Eight years after “All Gold Everything,” it appears the rapper’s soon-to-be-released new project is going to address the idea of enduring success on his own terms. He’s released seven projects since splitting with Def Jam, keeping up on a consistent clip as he feeds his fanbase. But now, he’s ready to take the fight right to the front lines.

“For this new project, you’ll see what it’s like when a true artist, a true creative, goes against all of the narratives that are in the air and chooses the one that matters the most at the end of the day, which is my own,” he says.

James’s latest has been in the works for years, pre-dating both his Father Figga and Daddy Issues mixtapes. “I worked with an incredible producer named Young Fyre,” he says. “When we first started four years ago, we were just making incredible songs, like 19 for 19. We just clicked. After two years of putting work in, it got to the point where I thought that we had enough songs to put together for a project. Then, it all came down to timing — for my narrative.”

An additional two years is a long time to hold something, but it looks like those songs are finally on the way to fans. In January, he released the project’s first single: the James Brown-inspired “Jame$ Woo Woo,” aiming to be every bit as disruptive to the cultural direction as “All Gold Everything” was in 2012. Its sharp barks and staccato lyricism make it sound incomplete but authentic and genuine as if he’s freestyling each word as he goes on. It’s not spit out of a melody machine. And that’s precisely why it works.

It’s easy to hear the influence of Brown on “Jame$ Woo Woo,” but James didn’t just pick the legendary soul entertainer to emulate for his sound. “The more and more that I continue to work and stay in the industry, I’ve learned that I was cheating myself because I was labeling myself as just a rapper,” he says. “I realized that the people that I loved most in music are true entertainers, and Brown is one of those that I resonate so well with because he wasn’t the most classically trained guy. He was all about feelings.”

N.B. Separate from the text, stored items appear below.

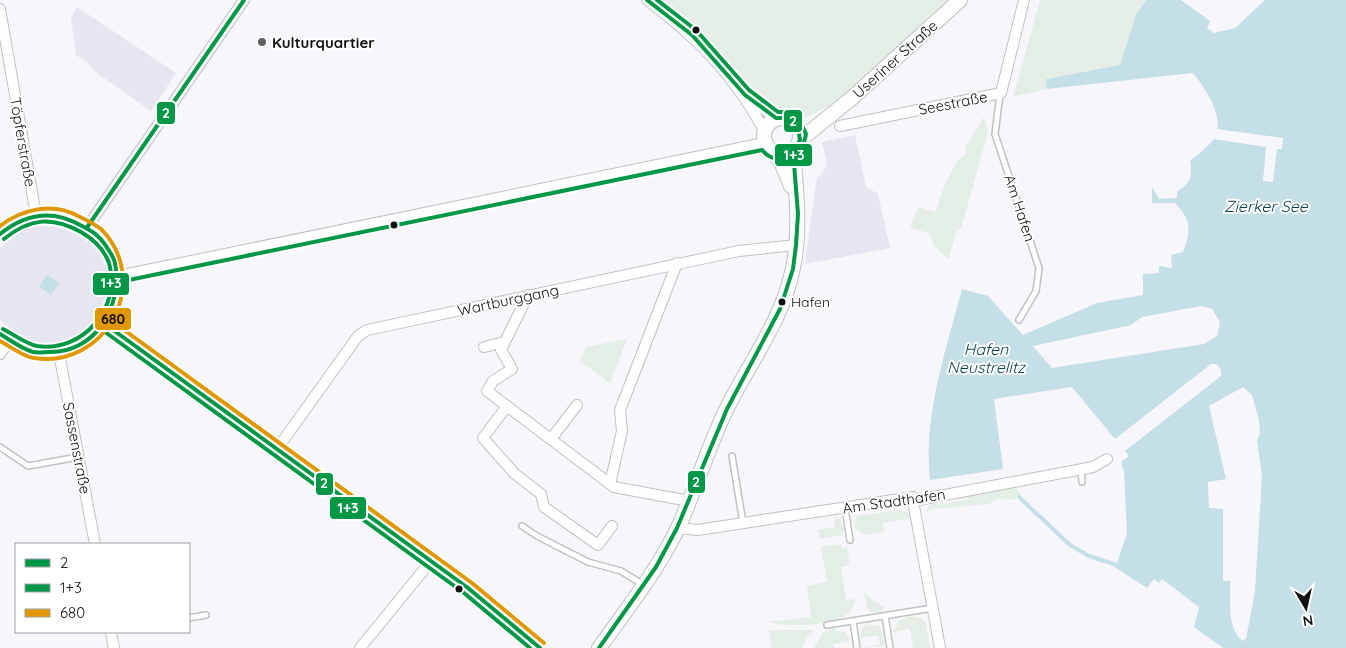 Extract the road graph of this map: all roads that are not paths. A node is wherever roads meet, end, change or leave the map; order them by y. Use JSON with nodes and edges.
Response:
{"nodes":[{"id":1,"x":244,"y":0,"type":"edge"},
{"id":2,"x":647,"y":0,"type":"edge"},
{"id":3,"x":960,"y":0,"type":"edge"},
{"id":4,"x":1024,"y":0,"type":"edge"},
{"id":5,"x":0,"y":9,"type":"edge"},
{"id":6,"x":1001,"y":93,"type":"junction"},
{"id":7,"x":745,"y":95,"type":"junction"},
{"id":8,"x":776,"y":118,"type":"junction"},
{"id":9,"x":840,"y":126,"type":"dead end"},
{"id":10,"x":797,"y":139,"type":"junction"},
{"id":11,"x":767,"y":142,"type":"junction"},
{"id":12,"x":798,"y":214,"type":"junction"},
{"id":13,"x":36,"y":215,"type":"junction"},
{"id":14,"x":88,"y":226,"type":"junction"},
{"id":15,"x":0,"y":234,"type":"edge"},
{"id":16,"x":796,"y":245,"type":"junction"},
{"id":17,"x":677,"y":264,"type":"junction"},
{"id":18,"x":118,"y":276,"type":"junction"},
{"id":19,"x":528,"y":295,"type":"junction"},
{"id":20,"x":1019,"y":320,"type":"dead end"},
{"id":21,"x":106,"y":324,"type":"junction"},
{"id":22,"x":0,"y":334,"type":"edge"},
{"id":23,"x":9,"y":341,"type":"junction"},
{"id":24,"x":504,"y":342,"type":"junction"},
{"id":25,"x":484,"y":347,"type":"dead end"},
{"id":26,"x":59,"y":353,"type":"junction"},
{"id":27,"x":0,"y":354,"type":"edge"},
{"id":28,"x":577,"y":405,"type":"dead end"},
{"id":29,"x":507,"y":406,"type":"junction"},
{"id":30,"x":550,"y":439,"type":"junction"},
{"id":31,"x":0,"y":447,"type":"edge"},
{"id":32,"x":277,"y":449,"type":"junction"},
{"id":33,"x":732,"y":456,"type":"dead end"},
{"id":34,"x":78,"y":457,"type":"junction"},
{"id":35,"x":1107,"y":458,"type":"dead end"},
{"id":36,"x":1081,"y":469,"type":"junction"},
{"id":37,"x":1082,"y":482,"type":"dead end"},
{"id":38,"x":610,"y":484,"type":"junction"},
{"id":39,"x":689,"y":501,"type":"junction"},
{"id":40,"x":913,"y":501,"type":"junction"},
{"id":41,"x":845,"y":508,"type":"junction"},
{"id":42,"x":743,"y":523,"type":"junction"},
{"id":43,"x":522,"y":526,"type":"dead end"},
{"id":44,"x":612,"y":526,"type":"dead end"},
{"id":45,"x":677,"y":528,"type":"junction"},
{"id":46,"x":850,"y":540,"type":"dead end"},
{"id":47,"x":95,"y":543,"type":"edge"},
{"id":48,"x":431,"y":561,"type":"junction"},
{"id":49,"x":644,"y":585,"type":"junction"},
{"id":50,"x":934,"y":608,"type":"junction"},
{"id":51,"x":206,"y":615,"type":"dead end"},
{"id":52,"x":885,"y":616,"type":"junction"},
{"id":53,"x":190,"y":618,"type":"edge"},
{"id":54,"x":853,"y":621,"type":"junction"},
{"id":55,"x":827,"y":626,"type":"dead end"},
{"id":56,"x":111,"y":633,"type":"edge"},
{"id":57,"x":114,"y":648,"type":"edge"},
{"id":58,"x":360,"y":648,"type":"edge"},
{"id":59,"x":540,"y":648,"type":"edge"},
{"id":60,"x":599,"y":648,"type":"edge"},
{"id":61,"x":857,"y":648,"type":"edge"},
{"id":62,"x":890,"y":648,"type":"edge"},
{"id":63,"x":940,"y":648,"type":"edge"}],
"edges":[{"from":1,"to":14,"type":"street"},
{"from":2,"to":7,"type":"street"},
{"from":3,"to":10,"type":"main road","name":"Useriner Straße"},
{"from":4,"to":6,"type":"street","name":"Seestraße"},
{"from":5,"to":13,"type":"street","name":"Töpferstraße"},
{"from":6,"to":9,"type":"street","name":"Seestraße"},
{"from":6,"to":20,"type":"lane","name":"Am Hafen"},
{"from":7,"to":8,"type":"street"},
{"from":7,"to":11,"type":"street"},
{"from":8,"to":10,"type":"main road"},
{"from":8,"to":11,"type":"main road"},
{"from":10,"to":11,"type":"main road"},
{"from":10,"to":12,"type":"main road"},
{"from":11,"to":12,"type":"main road"},
{"from":11,"to":18,"type":"street"},
{"from":12,"to":16,"type":"main road"},
{"from":13,"to":14,"type":"street"},
{"from":13,"to":15,"type":"street"},
{"from":14,"to":18,"type":"street"},
{"from":16,"to":17,"type":"street","name":"Wartburggang"},
{"from":16,"to":39,"type":"main road"},
{"from":17,"to":19,"type":"street","name":"Wartburggang"},
{"from":17,"to":38,"type":"street"},
{"from":18,"to":21,"type":"street"},
{"from":19,"to":24,"type":"street"},
{"from":19,"to":32,"type":"street","name":"Wartburggang"},
{"from":21,"to":26,"type":"street"},
{"from":21,"to":32,"type":"street"},
{"from":22,"to":23,"type":"street"},
{"from":23,"to":26,"type":"street"},
{"from":23,"to":27,"type":"street"},
{"from":24,"to":25,"type":"street"},
{"from":24,"to":29,"type":"street"},
{"from":26,"to":34,"type":"street","name":"Sassenstraße"},
{"from":28,"to":30,"type":"street"},
{"from":29,"to":30,"type":"street"},
{"from":29,"to":44,"type":"street"},
{"from":30,"to":38,"type":"street"},
{"from":31,"to":34,"type":"lane"},
{"from":32,"to":48,"type":"street"},
{"from":33,"to":42,"type":"lane"},
{"from":34,"to":47,"type":"street","name":"Sassenstraße"},
{"from":35,"to":36,"type":"street","name":"Am Stadthafen"},
{"from":36,"to":37,"type":"lane"},
{"from":36,"to":40,"type":"street","name":"Am Stadthafen"},
{"from":38,"to":39,"type":"street"},
{"from":39,"to":45,"type":"main road"},
{"from":40,"to":41,"type":"street","name":"Am Stadthafen"},
{"from":40,"to":50,"type":"street"},
{"from":41,"to":42,"type":"street","name":"Am Stadthafen"},
{"from":41,"to":46,"type":"lane"},
{"from":42,"to":45,"type":"street","name":"Am Stadthafen"},
{"from":43,"to":49,"type":"lane"},
{"from":45,"to":49,"type":"main road"},
{"from":48,"to":58,"type":"street"},
{"from":48,"to":59,"type":"street"},
{"from":49,"to":60,"type":"main road"},
{"from":50,"to":52,"type":"lane"},
{"from":50,"to":63,"type":"street"},
{"from":51,"to":53,"type":"lane"},
{"from":52,"to":54,"type":"lane"},
{"from":52,"to":62,"type":"lane"},
{"from":54,"to":55,"type":"lane"},
{"from":54,"to":61,"type":"lane"},
{"from":56,"to":57,"type":"street"}]}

James does his very best Brown impersonation in the song’s wild video that features him in soulful cosplay, leading a couple of tap-dancing ladies in an intricate routine. “We came up with that routine and choreography in a little bit over a day and a half,” he says. “We started on the idea last year with two other women as the tap dancers but schedules got conflicted. Tap dancing is a dying art, and we were determined to include that in the visual so we switched things up, along with the shooting location, to make it happen.”

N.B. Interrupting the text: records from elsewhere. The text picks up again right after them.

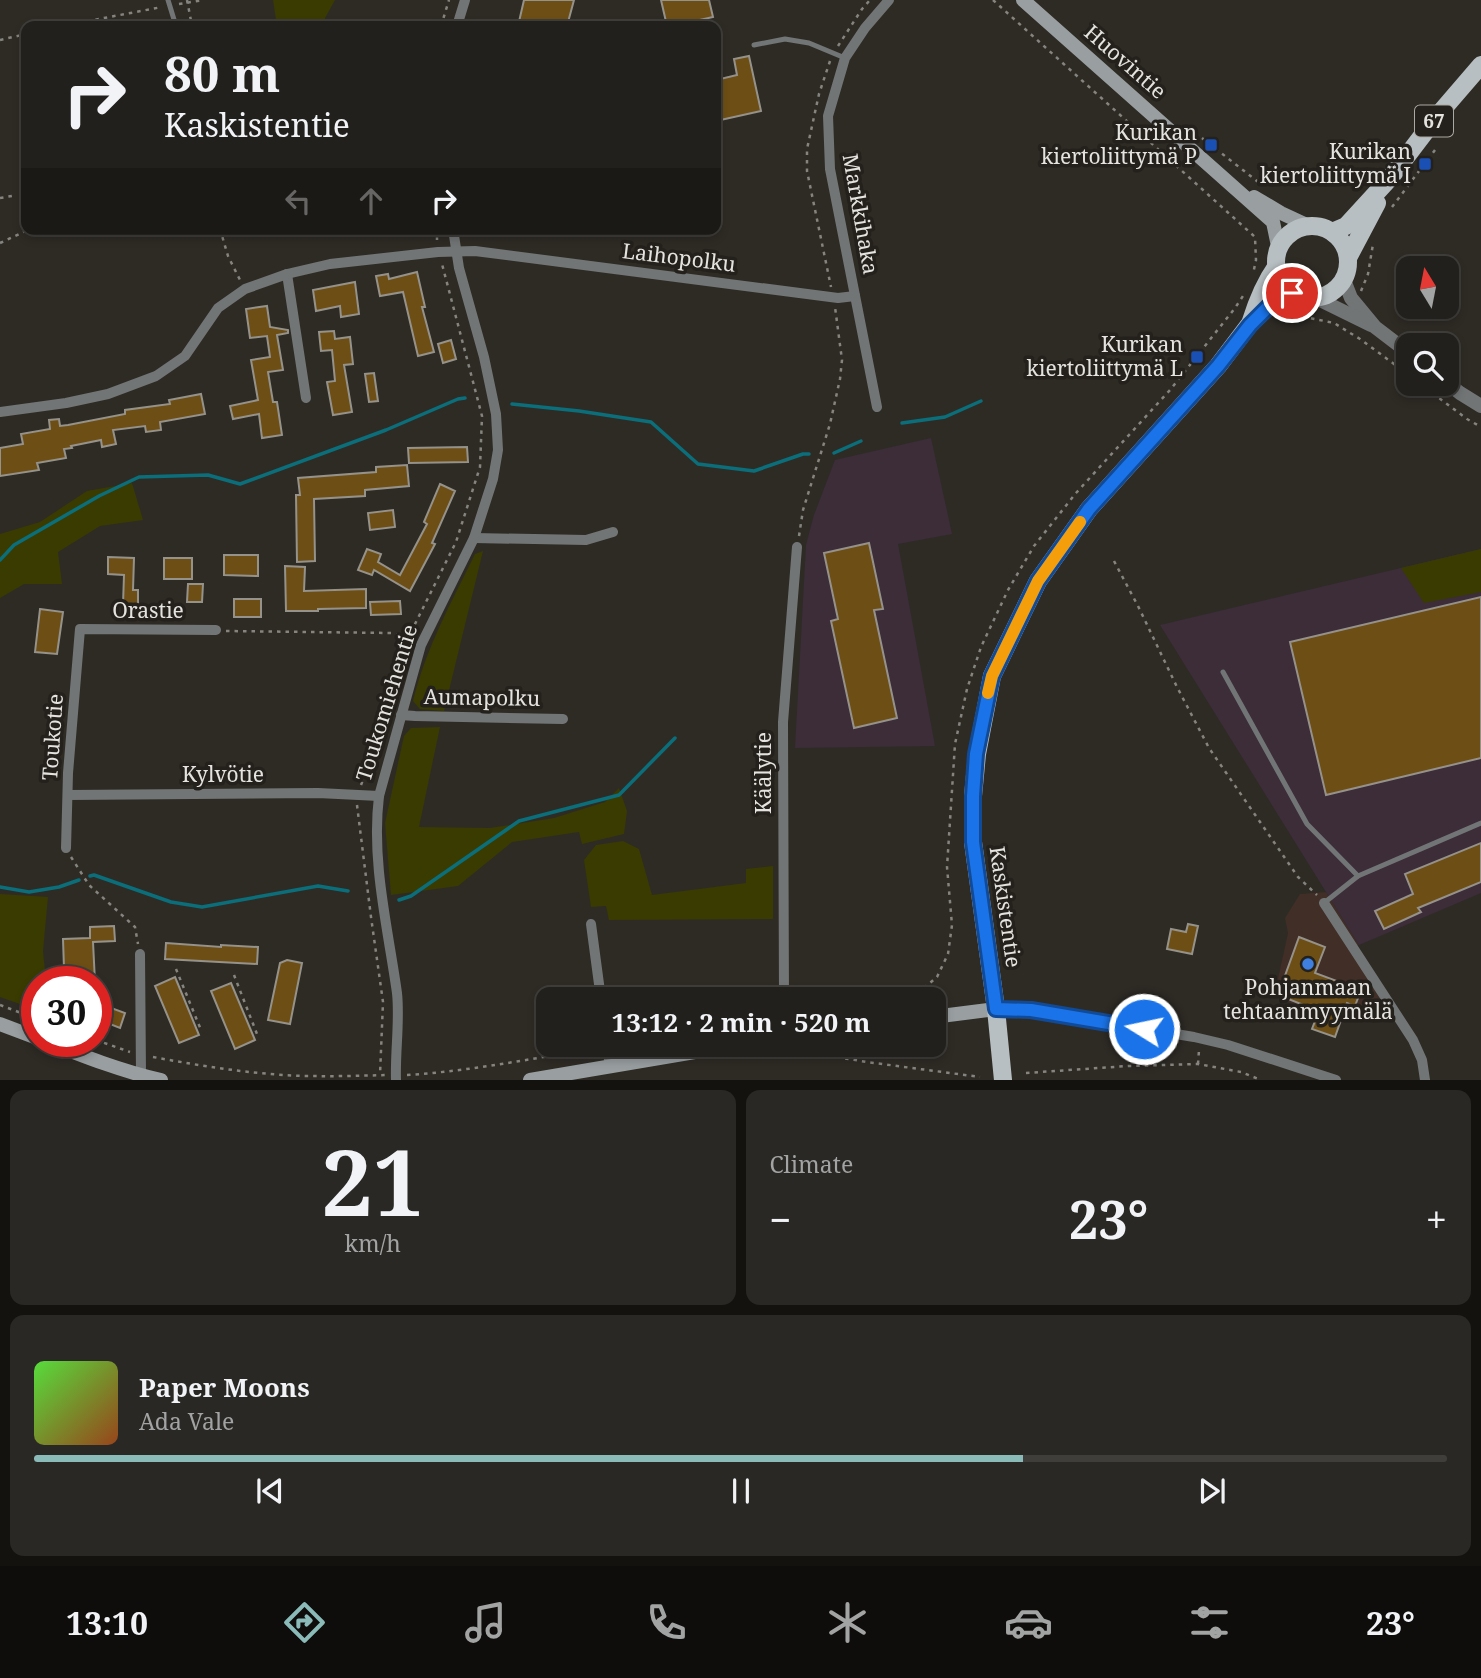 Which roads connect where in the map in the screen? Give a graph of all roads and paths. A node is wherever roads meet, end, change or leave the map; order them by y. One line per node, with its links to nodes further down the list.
1 (204, 0): 8 (path)
2 (449, 0): 13 (path)
3 (465, 0): 14 (street)
4 (870, 0): 18 (path)
5 (889, 0): 19 (street, Markkihaka)
6 (993, 0): 42 (path)
7 (1023, 0): 23 (main road, Huovintie)
8 (187, 1): 9 (path); 12 (path)
9 (168, 3): 10 (path); 11 (lane)
10 (85, 21)
11 (174, 21)
12 (191, 21)
13 (443, 21)
14 (459, 21)
15 (21, 35): 16 (path)
16 (0, 40)
17 (754, 45): 18 (lane)
18 (833, 53): 19 (lane); 44 (path)
19 (845, 58): 43 (street, Markkihaka)
20 (1481, 65): 22 (main road, 67)
21 (1435, 150): 26 (path)
22 (1390, 178): 28 (main road, 67); 36 (main road, 67)
23 (1231, 184): 27 (main road, Huovintie); 34 (main road, Huovintie)
24 (12, 196): 25 (path)
25 (0, 198)
26 (1388, 213)
27 (1309, 226): 28 (main road); 34 (main road)
28 (1332, 232): 36 (main road)
29 (21, 233): 32 (path)
30 (222, 235): 40 (path)
31 (454, 235): 35 (street, Toukomiehentie)
32 (0, 243)
33 (1373, 244): 46 (path)
34 (1278, 246): 37 (main road)
35 (456, 251): 38 (street, Laihopolku); 44 (street, Laihopolku); 57 (street, Toukomiehentie)
36 (1349, 256): 39 (main road, 67)
37 (1276, 267): 41 (main road); 42 (main road, Kaskistentie)
38 (287, 274): 40 (street, Laihopolku); 51 (street)
39 (1344, 280): 45 (main road); 46 (street)
40 (245, 289): 54 (street, Laihopolku)
41 (1292, 293): 42 (main road, Kaskistentie); 45 (main road)
42 (1261, 295): 46 (path); 78 (path); 80 (main road, Kaskistentie)
43 (855, 296): 44 (street, Laihopolku); 53 (street, Markkihaka)
44 (834, 297): 58 (path)
45 (1314, 297): 46 (street)
46 (1343, 312): 47 (street); 48 (path)
47 (1396, 343)
48 (1396, 365)
49 (1459, 392): 52 (street)
50 (1436, 396): 55 (path)
51 (306, 398)
52 (1481, 405)
53 (877, 407)
54 (0, 412)
55 (1481, 427)
56 (613, 532): 57 (street)
57 (474, 538): 64 (street, Toukomiehentie)
58 (797, 548): 77 (street, Käälytie)
59 (1114, 561): 71 (path)
60 (80, 629): 61 (street, Orastie); 66 (street, Toukotie)
61 (216, 630): 62 (path)
62 (408, 637)
63 (1223, 672): 70 (lane)
64 (401, 715): 65 (street, Aumapolku); 67 (street, Toukomiehentie)
65 (563, 719)
66 (68, 795): 67 (street, Kylvötie); 69 (street, Toukotie)
67 (379, 796): 101 (street, Toukomiehentie)
68 (1481, 823): 70 (lane)
69 (66, 848): 73 (path)
70 (1358, 876): 71 (lane)
71 (1324, 902): 110 (street)
72 (591, 924): 76 (street)
73 (140, 954): 89 (street)
74 (176, 969): 84 (path)
75 (234, 975): 86 (path)
76 (599, 987)
77 (784, 987)
78 (925, 987)
79 (0, 1005): 81 (path)
80 (996, 1009): 82 (main road); 87 (street); 106 (main road, Kaskistentie)
81 (21, 1013)
82 (946, 1015)
83 (0, 1024): 85 (main road)
84 (201, 1030)
85 (21, 1032)
86 (257, 1034)
87 (1200, 1039): 95 (path); 109 (street)
88 (112, 1045): 89 (path)
89 (141, 1055): 100 (street); 101 (path)
90 (90, 1057): 100 (main road)
91 (547, 1057): 101 (path)
92 (609, 1057): 96 (street)
93 (667, 1057): 96 (main road)
94 (837, 1057): 99 (path)
95 (1198, 1064): 97 (path); 108 (path)
96 (610, 1067): 104 (main road)
97 (1056, 1071): 98 (path); 107 (path)
98 (1026, 1073)
99 (957, 1074): 102 (path); 105 (path)
100 (141, 1075): 103 (main road)
101 (396, 1077)
102 (980, 1077)
103 (161, 1080)
104 (530, 1080)
105 (958, 1080)
106 (1003, 1080)
107 (1054, 1080)
108 (1261, 1080)
109 (1336, 1080)
110 (1425, 1080)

Aside from “Jame$ Woo Woo,” there aren’t too many details out yet as to what the project will detail. There won’t be any large features from friends he came up with in the early 2010s, like Young Thug. “It’ll have some local guys from Atlanta because I’m not really big on features when they come with too much stress,” he says. “I owe it to my peers and myself to show them that I don’t need them to be successful.”

As James prepares to release his long-awaited project, he’s all about making sure that this new chapter of his career is much better, and separated, from his last. He’s currently one of the hosts of Sole Collector’s Full Size Run talk show about sneakers and he also made a quick jewelry-store cameo in the Safdie Brothers’s high-stress gambling drama Uncut Gems, where he played himself.

“I’m not living off of clout from eight years ago,” he says between sword jabs. “I’m living off of the real shit that I’m doing each year after that. Especially in the last three years because I’ve been making sure that my business is in my own hands.”